__Task brief__
Check each line of the data below for the string "function". Then give the number of lines that have it, without anything else.

BEGIN Supplied data

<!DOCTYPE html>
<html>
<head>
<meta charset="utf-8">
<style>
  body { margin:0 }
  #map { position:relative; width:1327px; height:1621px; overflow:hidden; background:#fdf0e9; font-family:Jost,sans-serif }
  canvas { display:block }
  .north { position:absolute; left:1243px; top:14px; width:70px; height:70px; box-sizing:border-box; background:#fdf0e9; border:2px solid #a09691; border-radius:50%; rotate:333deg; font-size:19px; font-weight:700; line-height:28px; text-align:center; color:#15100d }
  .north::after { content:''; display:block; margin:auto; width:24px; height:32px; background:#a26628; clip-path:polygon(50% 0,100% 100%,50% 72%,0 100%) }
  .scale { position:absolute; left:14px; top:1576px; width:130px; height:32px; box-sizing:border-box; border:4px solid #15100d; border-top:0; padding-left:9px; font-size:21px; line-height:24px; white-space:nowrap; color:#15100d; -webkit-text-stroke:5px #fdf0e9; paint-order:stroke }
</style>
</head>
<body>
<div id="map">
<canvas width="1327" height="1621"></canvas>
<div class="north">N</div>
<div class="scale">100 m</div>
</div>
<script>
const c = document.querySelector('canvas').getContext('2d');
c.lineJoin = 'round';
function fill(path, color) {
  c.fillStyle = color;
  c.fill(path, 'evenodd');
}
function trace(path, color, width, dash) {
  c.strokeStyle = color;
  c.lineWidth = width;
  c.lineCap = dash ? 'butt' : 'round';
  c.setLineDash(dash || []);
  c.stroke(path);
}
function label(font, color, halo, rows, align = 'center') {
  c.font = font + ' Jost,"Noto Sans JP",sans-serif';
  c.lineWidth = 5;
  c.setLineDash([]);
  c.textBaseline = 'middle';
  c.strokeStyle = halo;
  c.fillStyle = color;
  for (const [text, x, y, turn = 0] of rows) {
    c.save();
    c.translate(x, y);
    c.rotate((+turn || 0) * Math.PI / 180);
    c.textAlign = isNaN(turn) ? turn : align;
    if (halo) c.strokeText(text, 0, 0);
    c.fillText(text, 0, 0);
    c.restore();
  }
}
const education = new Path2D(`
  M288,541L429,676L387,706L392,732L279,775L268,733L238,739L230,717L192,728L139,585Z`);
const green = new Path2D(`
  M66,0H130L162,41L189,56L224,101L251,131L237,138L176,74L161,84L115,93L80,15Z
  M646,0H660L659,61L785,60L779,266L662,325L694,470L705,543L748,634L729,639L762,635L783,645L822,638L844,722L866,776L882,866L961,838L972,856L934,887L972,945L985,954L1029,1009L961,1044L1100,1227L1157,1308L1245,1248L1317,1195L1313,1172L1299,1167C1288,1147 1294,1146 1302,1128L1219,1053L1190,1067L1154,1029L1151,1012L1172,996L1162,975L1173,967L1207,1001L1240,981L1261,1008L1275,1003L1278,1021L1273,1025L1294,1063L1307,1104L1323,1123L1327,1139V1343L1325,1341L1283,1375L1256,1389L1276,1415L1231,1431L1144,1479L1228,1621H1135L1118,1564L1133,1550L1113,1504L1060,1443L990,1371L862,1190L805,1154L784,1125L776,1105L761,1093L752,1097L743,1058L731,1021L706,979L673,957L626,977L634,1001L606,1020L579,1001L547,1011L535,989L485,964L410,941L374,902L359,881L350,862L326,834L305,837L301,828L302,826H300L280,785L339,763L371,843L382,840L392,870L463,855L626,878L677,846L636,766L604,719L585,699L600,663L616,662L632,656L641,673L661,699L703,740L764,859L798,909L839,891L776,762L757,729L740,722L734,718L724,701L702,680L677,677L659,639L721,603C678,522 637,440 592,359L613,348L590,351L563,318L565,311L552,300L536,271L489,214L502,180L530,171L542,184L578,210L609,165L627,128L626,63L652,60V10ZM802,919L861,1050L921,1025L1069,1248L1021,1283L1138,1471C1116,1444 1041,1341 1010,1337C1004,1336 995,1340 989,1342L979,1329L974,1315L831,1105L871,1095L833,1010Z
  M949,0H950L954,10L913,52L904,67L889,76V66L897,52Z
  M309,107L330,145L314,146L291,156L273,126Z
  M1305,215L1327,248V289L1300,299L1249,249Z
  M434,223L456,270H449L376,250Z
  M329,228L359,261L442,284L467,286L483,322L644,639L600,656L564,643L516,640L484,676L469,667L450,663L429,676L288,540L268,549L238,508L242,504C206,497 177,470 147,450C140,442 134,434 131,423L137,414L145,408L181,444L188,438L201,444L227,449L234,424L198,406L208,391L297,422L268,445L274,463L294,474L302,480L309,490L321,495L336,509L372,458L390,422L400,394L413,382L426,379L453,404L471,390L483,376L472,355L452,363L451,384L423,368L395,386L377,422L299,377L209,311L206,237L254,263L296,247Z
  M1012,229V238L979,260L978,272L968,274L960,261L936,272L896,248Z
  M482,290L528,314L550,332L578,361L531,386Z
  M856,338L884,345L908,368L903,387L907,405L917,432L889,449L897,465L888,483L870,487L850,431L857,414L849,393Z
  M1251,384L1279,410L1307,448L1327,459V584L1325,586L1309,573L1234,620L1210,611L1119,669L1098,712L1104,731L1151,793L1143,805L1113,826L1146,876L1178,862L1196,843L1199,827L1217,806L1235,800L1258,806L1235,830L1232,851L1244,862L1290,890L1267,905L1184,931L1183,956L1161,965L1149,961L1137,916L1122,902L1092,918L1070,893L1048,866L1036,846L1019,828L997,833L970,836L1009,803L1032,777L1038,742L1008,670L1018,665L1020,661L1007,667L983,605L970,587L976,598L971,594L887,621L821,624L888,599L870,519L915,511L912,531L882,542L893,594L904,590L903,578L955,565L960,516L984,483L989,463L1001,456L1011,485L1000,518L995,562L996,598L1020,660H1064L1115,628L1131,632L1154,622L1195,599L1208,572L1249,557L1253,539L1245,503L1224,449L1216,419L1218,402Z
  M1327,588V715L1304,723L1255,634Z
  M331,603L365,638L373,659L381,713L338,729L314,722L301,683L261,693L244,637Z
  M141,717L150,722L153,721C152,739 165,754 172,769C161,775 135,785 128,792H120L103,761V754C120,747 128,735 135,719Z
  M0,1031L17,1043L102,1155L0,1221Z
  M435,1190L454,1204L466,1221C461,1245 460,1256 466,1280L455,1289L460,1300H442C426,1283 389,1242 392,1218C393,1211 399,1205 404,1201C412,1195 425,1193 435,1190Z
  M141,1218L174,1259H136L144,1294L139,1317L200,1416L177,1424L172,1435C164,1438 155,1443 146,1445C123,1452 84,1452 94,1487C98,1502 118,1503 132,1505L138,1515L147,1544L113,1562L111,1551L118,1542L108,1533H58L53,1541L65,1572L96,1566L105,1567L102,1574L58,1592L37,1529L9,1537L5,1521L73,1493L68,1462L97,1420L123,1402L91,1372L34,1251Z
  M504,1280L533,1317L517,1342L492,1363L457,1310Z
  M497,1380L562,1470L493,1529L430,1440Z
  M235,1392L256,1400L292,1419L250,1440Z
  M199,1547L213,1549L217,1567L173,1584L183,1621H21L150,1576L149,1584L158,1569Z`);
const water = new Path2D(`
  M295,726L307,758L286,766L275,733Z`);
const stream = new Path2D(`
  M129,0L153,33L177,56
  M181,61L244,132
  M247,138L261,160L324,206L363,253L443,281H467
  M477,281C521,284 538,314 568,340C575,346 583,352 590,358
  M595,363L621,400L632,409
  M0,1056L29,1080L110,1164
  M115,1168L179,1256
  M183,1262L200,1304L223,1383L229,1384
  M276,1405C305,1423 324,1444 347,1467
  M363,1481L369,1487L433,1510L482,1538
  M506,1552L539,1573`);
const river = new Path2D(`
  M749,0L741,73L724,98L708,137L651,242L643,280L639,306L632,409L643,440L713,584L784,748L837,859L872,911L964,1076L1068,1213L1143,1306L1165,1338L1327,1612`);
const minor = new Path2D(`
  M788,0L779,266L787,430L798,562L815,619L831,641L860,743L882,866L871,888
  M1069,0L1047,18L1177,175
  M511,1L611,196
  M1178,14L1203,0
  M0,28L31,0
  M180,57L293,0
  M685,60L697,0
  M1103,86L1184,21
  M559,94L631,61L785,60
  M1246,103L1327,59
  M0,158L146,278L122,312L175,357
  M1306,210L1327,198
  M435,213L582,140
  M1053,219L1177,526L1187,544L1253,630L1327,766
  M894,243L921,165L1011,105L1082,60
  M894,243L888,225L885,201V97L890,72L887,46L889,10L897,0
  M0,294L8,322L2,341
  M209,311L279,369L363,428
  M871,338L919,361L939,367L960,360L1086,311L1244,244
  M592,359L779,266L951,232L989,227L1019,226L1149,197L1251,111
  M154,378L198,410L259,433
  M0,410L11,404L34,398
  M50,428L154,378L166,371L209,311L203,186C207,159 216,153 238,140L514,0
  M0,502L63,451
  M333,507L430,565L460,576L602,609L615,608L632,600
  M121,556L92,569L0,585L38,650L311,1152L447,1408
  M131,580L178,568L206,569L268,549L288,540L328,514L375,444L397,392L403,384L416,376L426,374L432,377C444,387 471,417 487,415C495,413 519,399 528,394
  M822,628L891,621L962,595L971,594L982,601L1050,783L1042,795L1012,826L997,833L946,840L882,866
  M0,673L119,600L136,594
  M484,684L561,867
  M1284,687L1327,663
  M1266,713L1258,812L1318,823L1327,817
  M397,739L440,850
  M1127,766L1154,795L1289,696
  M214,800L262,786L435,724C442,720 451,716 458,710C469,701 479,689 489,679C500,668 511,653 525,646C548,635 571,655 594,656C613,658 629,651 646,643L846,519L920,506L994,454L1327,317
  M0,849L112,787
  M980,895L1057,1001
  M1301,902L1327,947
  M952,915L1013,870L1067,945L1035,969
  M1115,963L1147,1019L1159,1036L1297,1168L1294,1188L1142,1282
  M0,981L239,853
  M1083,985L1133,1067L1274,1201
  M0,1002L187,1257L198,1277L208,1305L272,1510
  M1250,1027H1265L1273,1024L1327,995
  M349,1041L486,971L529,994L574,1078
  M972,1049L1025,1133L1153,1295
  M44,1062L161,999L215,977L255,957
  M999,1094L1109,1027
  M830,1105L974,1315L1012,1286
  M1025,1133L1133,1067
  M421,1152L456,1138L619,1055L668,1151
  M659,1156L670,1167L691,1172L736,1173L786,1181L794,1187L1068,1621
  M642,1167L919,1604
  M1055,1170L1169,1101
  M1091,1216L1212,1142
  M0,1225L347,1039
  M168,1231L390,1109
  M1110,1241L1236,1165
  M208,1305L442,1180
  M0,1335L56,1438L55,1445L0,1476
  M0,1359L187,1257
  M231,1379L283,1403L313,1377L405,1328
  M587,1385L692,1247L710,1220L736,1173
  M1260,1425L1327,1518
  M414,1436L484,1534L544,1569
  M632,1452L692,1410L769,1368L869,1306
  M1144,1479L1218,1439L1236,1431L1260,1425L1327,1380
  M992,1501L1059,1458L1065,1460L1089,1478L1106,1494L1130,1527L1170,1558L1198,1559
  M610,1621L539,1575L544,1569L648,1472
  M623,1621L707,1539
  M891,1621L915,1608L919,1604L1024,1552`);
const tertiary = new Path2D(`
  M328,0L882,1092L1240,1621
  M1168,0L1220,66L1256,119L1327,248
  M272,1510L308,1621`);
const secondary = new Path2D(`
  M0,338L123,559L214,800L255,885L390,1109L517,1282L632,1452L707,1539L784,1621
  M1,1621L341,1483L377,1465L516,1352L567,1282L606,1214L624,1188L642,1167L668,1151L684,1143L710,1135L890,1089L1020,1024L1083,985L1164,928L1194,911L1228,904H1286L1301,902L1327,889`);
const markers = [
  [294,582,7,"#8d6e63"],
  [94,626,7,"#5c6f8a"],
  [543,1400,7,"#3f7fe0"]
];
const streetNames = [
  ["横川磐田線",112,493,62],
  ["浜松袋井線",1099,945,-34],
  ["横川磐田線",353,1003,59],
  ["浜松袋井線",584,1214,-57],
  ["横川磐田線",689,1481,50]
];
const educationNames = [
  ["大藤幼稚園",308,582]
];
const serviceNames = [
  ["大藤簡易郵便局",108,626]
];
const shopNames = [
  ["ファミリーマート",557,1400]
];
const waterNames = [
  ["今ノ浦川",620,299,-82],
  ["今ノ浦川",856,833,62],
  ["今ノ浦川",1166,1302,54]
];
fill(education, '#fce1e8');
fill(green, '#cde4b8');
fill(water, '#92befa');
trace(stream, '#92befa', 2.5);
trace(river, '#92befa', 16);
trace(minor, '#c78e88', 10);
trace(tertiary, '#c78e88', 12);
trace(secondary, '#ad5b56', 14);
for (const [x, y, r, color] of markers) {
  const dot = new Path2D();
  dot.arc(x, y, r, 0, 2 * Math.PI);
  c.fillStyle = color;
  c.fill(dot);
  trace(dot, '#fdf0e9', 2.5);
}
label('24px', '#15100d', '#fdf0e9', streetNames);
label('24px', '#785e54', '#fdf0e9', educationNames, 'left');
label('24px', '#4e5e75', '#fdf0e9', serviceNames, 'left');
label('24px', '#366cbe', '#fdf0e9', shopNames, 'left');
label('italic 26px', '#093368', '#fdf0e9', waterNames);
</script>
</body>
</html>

END Supplied data

__Response to this exercise__
3